Em nosso estudo, observamos uma concordância apenas de fraca a moderada entre as medidas obtidas nos dois momentos de avaliação para os três testes; com isso, nossos achados concordam mais uma vez com os dados na literatura existente e demonstram uma substancial variabilidade intraindividual.9 Além disso, com o uso dos três testes, a variação da diferença entre medidas obtidas no primeiro e segundo momentos foi maior nas orelhas com retração moderada/grave da MT; isso demonstra que o comportamento dessas orelhas em respostas aos testes de FTE é ainda mais instável. Essa variabilidade é consistente com a instabilidade clínica frequentemente observada em pacientes com retração e atelectasia da MT.16,21
Em vista da grande variabilidade nos testes de FTE, uma única avaliação da abertura tubária terá pouca aplicabilidade, sobretudo em pacientes com doença de orelha média.

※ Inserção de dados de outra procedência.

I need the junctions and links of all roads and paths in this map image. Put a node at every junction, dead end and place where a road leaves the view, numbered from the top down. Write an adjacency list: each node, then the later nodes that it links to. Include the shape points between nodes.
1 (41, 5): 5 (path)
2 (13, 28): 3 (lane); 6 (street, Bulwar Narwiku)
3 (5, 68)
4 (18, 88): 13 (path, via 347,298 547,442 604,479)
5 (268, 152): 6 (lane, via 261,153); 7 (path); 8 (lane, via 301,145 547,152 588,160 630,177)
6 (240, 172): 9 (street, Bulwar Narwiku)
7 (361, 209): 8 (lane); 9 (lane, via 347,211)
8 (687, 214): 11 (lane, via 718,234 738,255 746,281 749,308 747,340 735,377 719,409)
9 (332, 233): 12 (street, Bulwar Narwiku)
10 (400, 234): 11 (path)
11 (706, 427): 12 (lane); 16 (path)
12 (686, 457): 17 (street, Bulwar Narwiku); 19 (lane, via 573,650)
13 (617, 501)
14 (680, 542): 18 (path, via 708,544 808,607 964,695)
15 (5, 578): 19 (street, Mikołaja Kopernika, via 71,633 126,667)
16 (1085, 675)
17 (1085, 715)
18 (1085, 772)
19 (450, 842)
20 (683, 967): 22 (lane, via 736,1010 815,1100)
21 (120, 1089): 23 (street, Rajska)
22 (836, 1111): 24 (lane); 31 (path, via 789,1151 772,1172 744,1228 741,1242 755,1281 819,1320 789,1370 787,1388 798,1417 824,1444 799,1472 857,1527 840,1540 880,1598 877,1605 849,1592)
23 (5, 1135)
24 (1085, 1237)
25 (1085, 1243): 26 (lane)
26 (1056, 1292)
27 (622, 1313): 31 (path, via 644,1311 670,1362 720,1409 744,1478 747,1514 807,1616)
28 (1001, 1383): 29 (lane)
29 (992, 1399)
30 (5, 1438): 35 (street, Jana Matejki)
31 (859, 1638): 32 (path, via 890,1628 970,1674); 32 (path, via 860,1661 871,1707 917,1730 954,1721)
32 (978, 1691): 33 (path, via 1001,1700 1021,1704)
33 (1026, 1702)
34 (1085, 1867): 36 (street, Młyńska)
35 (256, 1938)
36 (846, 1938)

A abertura e o fechamento da TE variam menos em orelhas normais vs. orelhas com retração da MT.11,14,16,22 Se for obtido um resultado positivo com o teste, provavelmente a FTE é boa; porém, um resultado negativo não pode levar a uma conclusão definitiva com relação à função. Segundo Bunne et al., os resultados dos testes mudam de positivo para negativo, ou vice–versa, em um percentual significativo de pacientes, quando a manobra de Valsalva e o Sniff Test são retestados em 30 minutos.7,11 Falk e Magnuson relataram resultados semelhantes com relação à instabilidade dos testes, em que as respostas qualitativas ao Sniff Test mudaram em 30% dos pacientes, quando foram retestados no mesmo dia.14
Portanto, os testes de FTE – que já foram amplamente usados no passado – são atualmente considerados como de aplicabilidade clínica questionável, visto que seus resultados são mais variáveis e menos confiáveis precisamente na população de pacientes para os quais seriam mais indicados (orelhas com retração e atelectasia da MT).
Na população estudada, a média das pressões na cavidade timpânica tendeu a aumentar a partir dos valores da pressão basal durante a manobra de Valsalva, nos três grupos em estudo, apenas no primeiro momento de avaliação. As mudanças esperadas em pressão durante o Sniff Test e a manobra de Toynbee não ocorreram em qualquer dos três grupos em estudo, em qualquer momento de avaliação. Os grupos com orelhas normais e com retração leve se comportaram de maneira semelhante entre si nos testes. As manobras aqui estudadas apresentaram variação interindividual de fraca a moderada, demonstraram baixa replicabilidade dos testes. Ocorreu maior variação entre as medidas nas orelhas com retração moderada/grave.